# Record extracts
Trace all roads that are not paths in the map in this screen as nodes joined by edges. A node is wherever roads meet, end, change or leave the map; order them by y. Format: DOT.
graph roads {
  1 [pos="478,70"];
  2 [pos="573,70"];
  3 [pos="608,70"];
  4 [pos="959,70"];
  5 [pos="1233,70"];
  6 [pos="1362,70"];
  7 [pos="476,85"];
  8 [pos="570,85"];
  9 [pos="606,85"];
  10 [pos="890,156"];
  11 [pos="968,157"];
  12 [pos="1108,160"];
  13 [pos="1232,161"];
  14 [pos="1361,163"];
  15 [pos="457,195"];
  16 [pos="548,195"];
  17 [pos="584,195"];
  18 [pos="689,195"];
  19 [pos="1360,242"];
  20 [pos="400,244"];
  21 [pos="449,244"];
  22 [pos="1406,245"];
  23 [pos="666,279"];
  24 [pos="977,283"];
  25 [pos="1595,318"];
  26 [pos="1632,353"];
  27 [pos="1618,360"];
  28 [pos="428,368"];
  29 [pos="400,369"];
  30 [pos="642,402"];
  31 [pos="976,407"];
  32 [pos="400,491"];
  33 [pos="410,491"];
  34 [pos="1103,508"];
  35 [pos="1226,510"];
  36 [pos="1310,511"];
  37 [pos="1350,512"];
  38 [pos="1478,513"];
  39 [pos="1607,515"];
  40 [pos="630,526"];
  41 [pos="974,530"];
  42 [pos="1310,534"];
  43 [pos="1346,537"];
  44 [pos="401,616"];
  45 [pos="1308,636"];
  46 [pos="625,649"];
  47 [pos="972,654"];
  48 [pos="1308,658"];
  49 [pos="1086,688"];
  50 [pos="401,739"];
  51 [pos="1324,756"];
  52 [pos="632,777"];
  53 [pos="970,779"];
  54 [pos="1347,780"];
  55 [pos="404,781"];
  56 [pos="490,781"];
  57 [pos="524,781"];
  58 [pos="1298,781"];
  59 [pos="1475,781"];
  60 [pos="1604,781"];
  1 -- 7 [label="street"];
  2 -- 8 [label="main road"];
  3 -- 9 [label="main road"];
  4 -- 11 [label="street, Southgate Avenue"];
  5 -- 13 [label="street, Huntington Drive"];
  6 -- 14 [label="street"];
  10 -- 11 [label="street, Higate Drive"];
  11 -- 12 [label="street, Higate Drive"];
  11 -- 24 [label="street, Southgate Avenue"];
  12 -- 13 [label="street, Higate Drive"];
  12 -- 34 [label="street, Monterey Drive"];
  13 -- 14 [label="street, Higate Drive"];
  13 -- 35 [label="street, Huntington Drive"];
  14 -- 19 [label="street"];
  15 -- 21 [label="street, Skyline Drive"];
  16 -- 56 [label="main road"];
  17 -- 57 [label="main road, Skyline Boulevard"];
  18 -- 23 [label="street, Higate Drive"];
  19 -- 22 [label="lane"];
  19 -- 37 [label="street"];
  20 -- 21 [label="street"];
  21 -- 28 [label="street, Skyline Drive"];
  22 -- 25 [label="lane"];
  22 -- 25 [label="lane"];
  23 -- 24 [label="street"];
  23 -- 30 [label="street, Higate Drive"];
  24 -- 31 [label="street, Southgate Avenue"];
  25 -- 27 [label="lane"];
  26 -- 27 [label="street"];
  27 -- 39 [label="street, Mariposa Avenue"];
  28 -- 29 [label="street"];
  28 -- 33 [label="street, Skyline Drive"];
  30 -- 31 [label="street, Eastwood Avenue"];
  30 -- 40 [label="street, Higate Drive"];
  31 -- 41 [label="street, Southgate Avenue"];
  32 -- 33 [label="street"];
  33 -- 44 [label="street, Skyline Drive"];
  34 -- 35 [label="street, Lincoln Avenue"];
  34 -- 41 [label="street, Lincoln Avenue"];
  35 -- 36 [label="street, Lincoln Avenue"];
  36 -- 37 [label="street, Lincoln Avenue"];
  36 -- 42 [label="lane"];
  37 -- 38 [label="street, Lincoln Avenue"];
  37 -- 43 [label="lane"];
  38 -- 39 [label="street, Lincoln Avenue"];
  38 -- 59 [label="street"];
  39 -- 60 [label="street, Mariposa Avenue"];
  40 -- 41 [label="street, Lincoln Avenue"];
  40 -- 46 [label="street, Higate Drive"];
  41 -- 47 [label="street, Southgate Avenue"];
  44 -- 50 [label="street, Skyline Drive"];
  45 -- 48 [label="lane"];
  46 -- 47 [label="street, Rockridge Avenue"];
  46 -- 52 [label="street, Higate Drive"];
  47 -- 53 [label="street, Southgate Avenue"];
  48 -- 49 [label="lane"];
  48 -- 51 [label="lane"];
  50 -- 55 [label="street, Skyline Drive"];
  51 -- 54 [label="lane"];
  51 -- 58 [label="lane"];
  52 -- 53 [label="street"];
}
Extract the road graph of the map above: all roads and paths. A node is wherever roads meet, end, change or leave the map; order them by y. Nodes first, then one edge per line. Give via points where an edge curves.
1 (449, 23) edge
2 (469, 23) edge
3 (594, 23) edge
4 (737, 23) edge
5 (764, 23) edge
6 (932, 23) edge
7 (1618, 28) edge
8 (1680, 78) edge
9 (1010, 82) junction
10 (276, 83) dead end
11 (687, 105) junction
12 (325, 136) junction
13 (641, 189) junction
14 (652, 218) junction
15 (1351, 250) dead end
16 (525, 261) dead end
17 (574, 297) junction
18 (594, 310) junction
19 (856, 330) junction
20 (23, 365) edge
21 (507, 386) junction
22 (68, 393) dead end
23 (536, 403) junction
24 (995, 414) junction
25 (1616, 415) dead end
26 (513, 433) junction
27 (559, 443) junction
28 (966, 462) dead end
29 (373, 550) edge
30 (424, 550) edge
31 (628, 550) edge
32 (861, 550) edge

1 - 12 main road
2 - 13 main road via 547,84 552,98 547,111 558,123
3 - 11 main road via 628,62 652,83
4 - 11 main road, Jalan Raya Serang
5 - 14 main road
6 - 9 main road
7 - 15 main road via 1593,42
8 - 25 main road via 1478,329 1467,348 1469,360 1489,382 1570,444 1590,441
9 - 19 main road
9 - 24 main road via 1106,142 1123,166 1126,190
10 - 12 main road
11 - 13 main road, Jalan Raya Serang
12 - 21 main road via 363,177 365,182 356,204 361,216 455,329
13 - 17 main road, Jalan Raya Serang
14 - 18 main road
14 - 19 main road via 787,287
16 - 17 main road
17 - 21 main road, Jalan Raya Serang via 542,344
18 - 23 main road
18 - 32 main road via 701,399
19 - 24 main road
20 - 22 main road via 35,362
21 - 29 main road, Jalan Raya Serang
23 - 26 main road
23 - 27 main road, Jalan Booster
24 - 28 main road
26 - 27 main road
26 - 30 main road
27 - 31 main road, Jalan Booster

# Exercise prompt
Could the data above be set down exactly, in full?

# Solution to this exercise
Trace all roads that are not paths in the map in this screen as nodes joined by edges. A node is wherever roads meet, end, change or leave the map; order them by y. Format: DOT.
graph roads {
  1 [pos="478,70"];
  2 [pos="573,70"];
  3 [pos="608,70"];
  4 [pos="959,70"];
  5 [pos="1233,70"];
  6 [pos="1362,70"];
  7 [pos="476,85"];
  8 [pos="570,85"];
  9 [pos="606,85"];
  10 [pos="890,156"];
  11 [pos="968,157"];
  12 [pos="1108,160"];
  13 [pos="1232,161"];
  14 [pos="1361,163"];
  15 [pos="457,195"];
  16 [pos="548,195"];
  17 [pos="584,195"];
  18 [pos="689,195"];
  19 [pos="1360,242"];
  20 [pos="400,244"];
  21 [pos="449,244"];
  22 [pos="1406,245"];
  23 [pos="666,279"];
  24 [pos="977,283"];
  25 [pos="1595,318"];
  26 [pos="1632,353"];
  27 [pos="1618,360"];
  28 [pos="428,368"];
  29 [pos="400,369"];
  30 [pos="642,402"];
  31 [pos="976,407"];
  32 [pos="400,491"];
  33 [pos="410,491"];
  34 [pos="1103,508"];
  35 [pos="1226,510"];
  36 [pos="1310,511"];
  37 [pos="1350,512"];
  38 [pos="1478,513"];
  39 [pos="1607,515"];
  40 [pos="630,526"];
  41 [pos="974,530"];
  42 [pos="1310,534"];
  43 [pos="1346,537"];
  44 [pos="401,616"];
  45 [pos="1308,636"];
  46 [pos="625,649"];
  47 [pos="972,654"];
  48 [pos="1308,658"];
  49 [pos="1086,688"];
  50 [pos="401,739"];
  51 [pos="1324,756"];
  52 [pos="632,777"];
  53 [pos="970,779"];
  54 [pos="1347,780"];
  55 [pos="404,781"];
  56 [pos="490,781"];
  57 [pos="524,781"];
  58 [pos="1298,781"];
  59 [pos="1475,781"];
  60 [pos="1604,781"];
  1 -- 7 [label="street"];
  2 -- 8 [label="main road"];
  3 -- 9 [label="main road"];
  4 -- 11 [label="street, Southgate Avenue"];
  5 -- 13 [label="street, Huntington Drive"];
  6 -- 14 [label="street"];
  10 -- 11 [label="street, Higate Drive"];
  11 -- 12 [label="street, Higate Drive"];
  11 -- 24 [label="street, Southgate Avenue"];
  12 -- 13 [label="street, Higate Drive"];
  12 -- 34 [label="street, Monterey Drive"];
  13 -- 14 [label="street, Higate Drive"];
  13 -- 35 [label="street, Huntington Drive"];
  14 -- 19 [label="street"];
  15 -- 21 [label="street, Skyline Drive"];
  16 -- 56 [label="main road"];
  17 -- 57 [label="main road, Skyline Boulevard"];
  18 -- 23 [label="street, Higate Drive"];
  19 -- 22 [label="lane"];
  19 -- 37 [label="street"];
  20 -- 21 [label="street"];
  21 -- 28 [label="street, Skyline Drive"];
  22 -- 25 [label="lane"];
  22 -- 25 [label="lane"];
  23 -- 24 [label="street"];
  23 -- 30 [label="street, Higate Drive"];
  24 -- 31 [label="street, Southgate Avenue"];
  25 -- 27 [label="lane"];
  26 -- 27 [label="street"];
  27 -- 39 [label="street, Mariposa Avenue"];
  28 -- 29 [label="street"];
  28 -- 33 [label="street, Skyline Drive"];
  30 -- 31 [label="street, Eastwood Avenue"];
  30 -- 40 [label="street, Higate Drive"];
  31 -- 41 [label="street, Southgate Avenue"];
  32 -- 33 [label="street"];
  33 -- 44 [label="street, Skyline Drive"];
  34 -- 35 [label="street, Lincoln Avenue"];
  34 -- 41 [label="street, Lincoln Avenue"];
  35 -- 36 [label="street, Lincoln Avenue"];
  36 -- 37 [label="street, Lincoln Avenue"];
  36 -- 42 [label="lane"];
  37 -- 38 [label="street, Lincoln Avenue"];
  37 -- 43 [label="lane"];
  38 -- 39 [label="street, Lincoln Avenue"];
  38 -- 59 [label="street"];
  39 -- 60 [label="street, Mariposa Avenue"];
  40 -- 41 [label="street, Lincoln Avenue"];
  40 -- 46 [label="street, Higate Drive"];
  41 -- 47 [label="street, Southgate Avenue"];
  44 -- 50 [label="street, Skyline Drive"];
  45 -- 48 [label="lane"];
  46 -- 47 [label="street, Rockridge Avenue"];
  46 -- 52 [label="street, Higate Drive"];
  47 -- 53 [label="street, Southgate Avenue"];
  48 -- 49 [label="lane"];
  48 -- 51 [label="lane"];
  50 -- 55 [label="street, Skyline Drive"];
  51 -- 54 [label="lane"];
  51 -- 58 [label="lane"];
  52 -- 53 [label="street"];
}
Extract the road graph of the map above: all roads and paths. A node is wherever roads meet, end, change or leave the map; order them by y. Nodes first, then one edge per line. Give via points where an edge curves.
1 (449, 23) edge
2 (469, 23) edge
3 (594, 23) edge
4 (737, 23) edge
5 (764, 23) edge
6 (932, 23) edge
7 (1618, 28) edge
8 (1680, 78) edge
9 (1010, 82) junction
10 (276, 83) dead end
11 (687, 105) junction
12 (325, 136) junction
13 (641, 189) junction
14 (652, 218) junction
15 (1351, 250) dead end
16 (525, 261) dead end
17 (574, 297) junction
18 (594, 310) junction
19 (856, 330) junction
20 (23, 365) edge
21 (507, 386) junction
22 (68, 393) dead end
23 (536, 403) junction
24 (995, 414) junction
25 (1616, 415) dead end
26 (513, 433) junction
27 (559, 443) junction
28 (966, 462) dead end
29 (373, 550) edge
30 (424, 550) edge
31 (628, 550) edge
32 (861, 550) edge

1 - 12 main road
2 - 13 main road via 547,84 552,98 547,111 558,123
3 - 11 main road via 628,62 652,83
4 - 11 main road, Jalan Raya Serang
5 - 14 main road
6 - 9 main road
7 - 15 main road via 1593,42
8 - 25 main road via 1478,329 1467,348 1469,360 1489,382 1570,444 1590,441
9 - 19 main road
9 - 24 main road via 1106,142 1123,166 1126,190
10 - 12 main road
11 - 13 main road, Jalan Raya Serang
12 - 21 main road via 363,177 365,182 356,204 361,216 455,329
13 - 17 main road, Jalan Raya Serang
14 - 18 main road
14 - 19 main road via 787,287
16 - 17 main road
17 - 21 main road, Jalan Raya Serang via 542,344
18 - 23 main road
18 - 32 main road via 701,399
19 - 24 main road
20 - 22 main road via 35,362
21 - 29 main road, Jalan Raya Serang
23 - 26 main road
23 - 27 main road, Jalan Booster
24 - 28 main road
26 - 27 main road
26 - 30 main road
27 - 31 main road, Jalan Booster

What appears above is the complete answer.